UroSeq® Hereditary DNA Repair Gene Panel measures the expression of certain genes in your prostate cancer cells. That information allows for development of a personalized treatment plan for patients. It may also indicate that family members are at increased risk of prostate or other types of cancer. Genomic testing is performed on the patient’s germline DNA (the DNA with which you were born). Strand’s UroSeq Hereditary DNA Repair Gene Panel incorporates sequencing of particular DNA segment to examine the order of DNA nucleotides, or bases, to determine if any mutations are present.
Strand uses buccal swabs already collected with the know error® system to obtain germline DNA samples sufficient to run its UroSeq® Hereditary DNA Repair Gene Panel test. Strand’s laboratory uses next generation sequencers to sequence the patient’s germline DNA sample. Strand’s bioinformatics are used to identify and report any mutations. Inherited genetic mutations can increase a person’s risk of developing cancer through a variety of mechanisms depending on the function of the gene. Mutations in genes that control cell growth and the repair of damaged DNA are likely to be associated with increased cancer risk.

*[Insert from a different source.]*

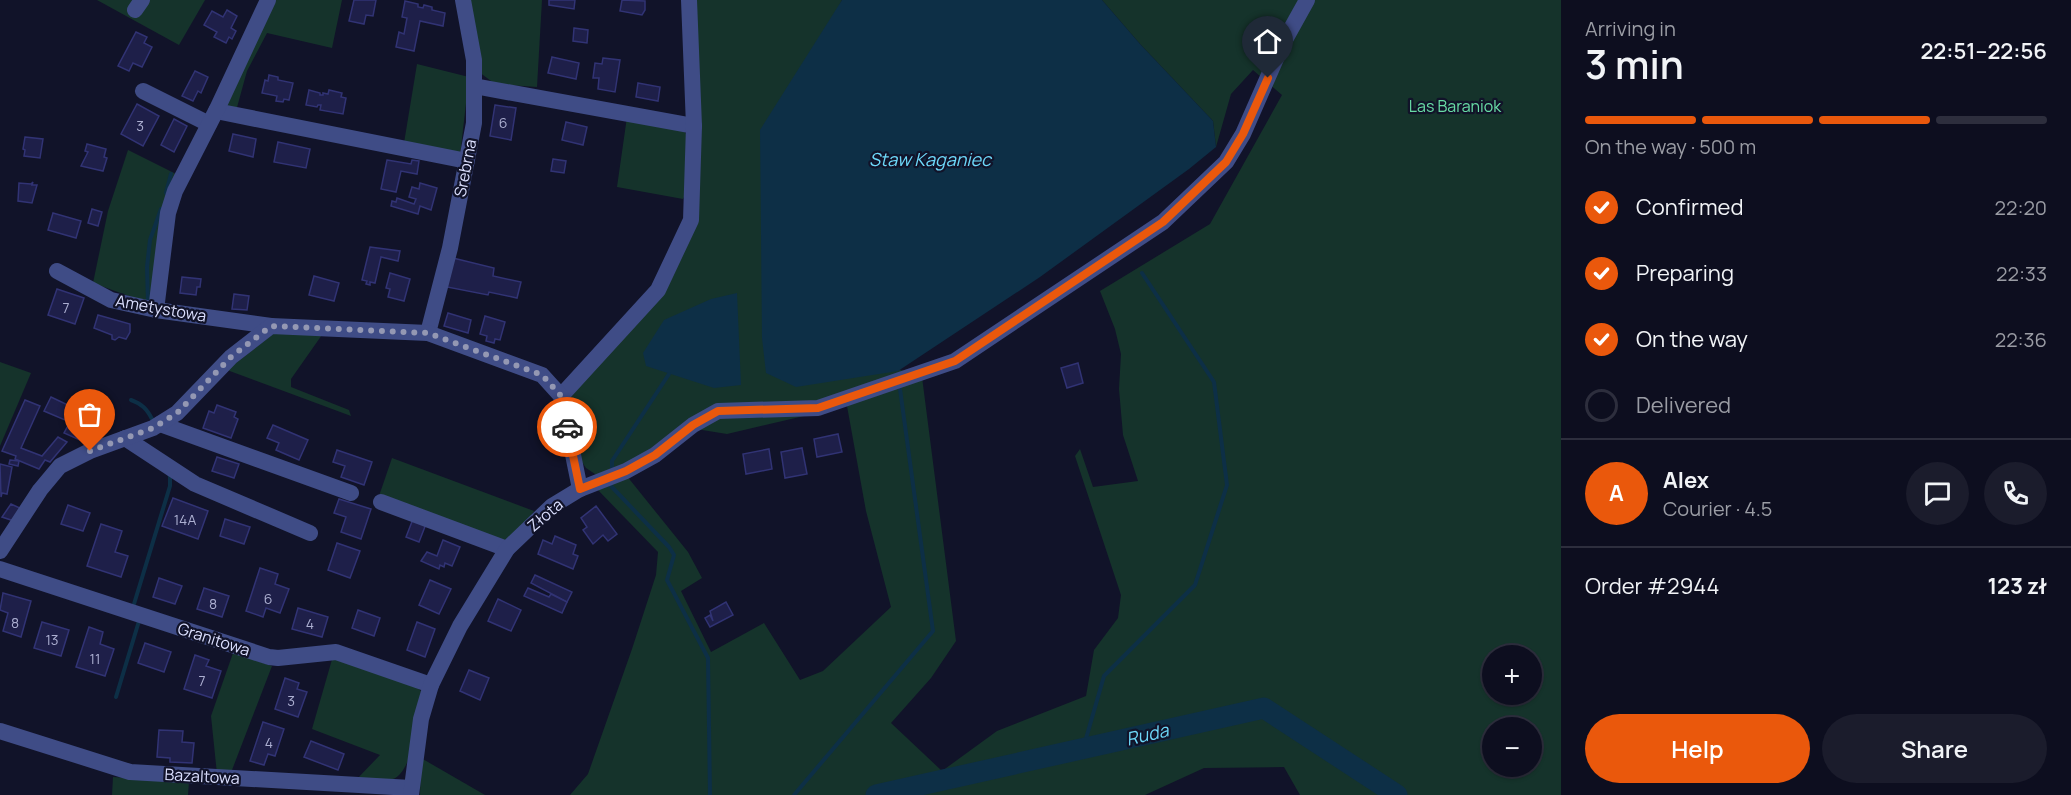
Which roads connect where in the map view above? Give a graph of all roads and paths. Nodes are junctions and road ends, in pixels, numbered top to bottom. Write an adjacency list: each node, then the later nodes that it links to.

Data published in The New England Journal of Medicine indicate that as many as 1 in 10 prostate cancer patients may have a repair gene mutation. Changes to those genes provide critical information that may indicate a more aggressive cancer, increased sensitivity to certain therapies or an increased risk of additional cancers.
Pritchard, C.C, et al. (2016). The New England Journal of Medicine. 375; 5, 443-453.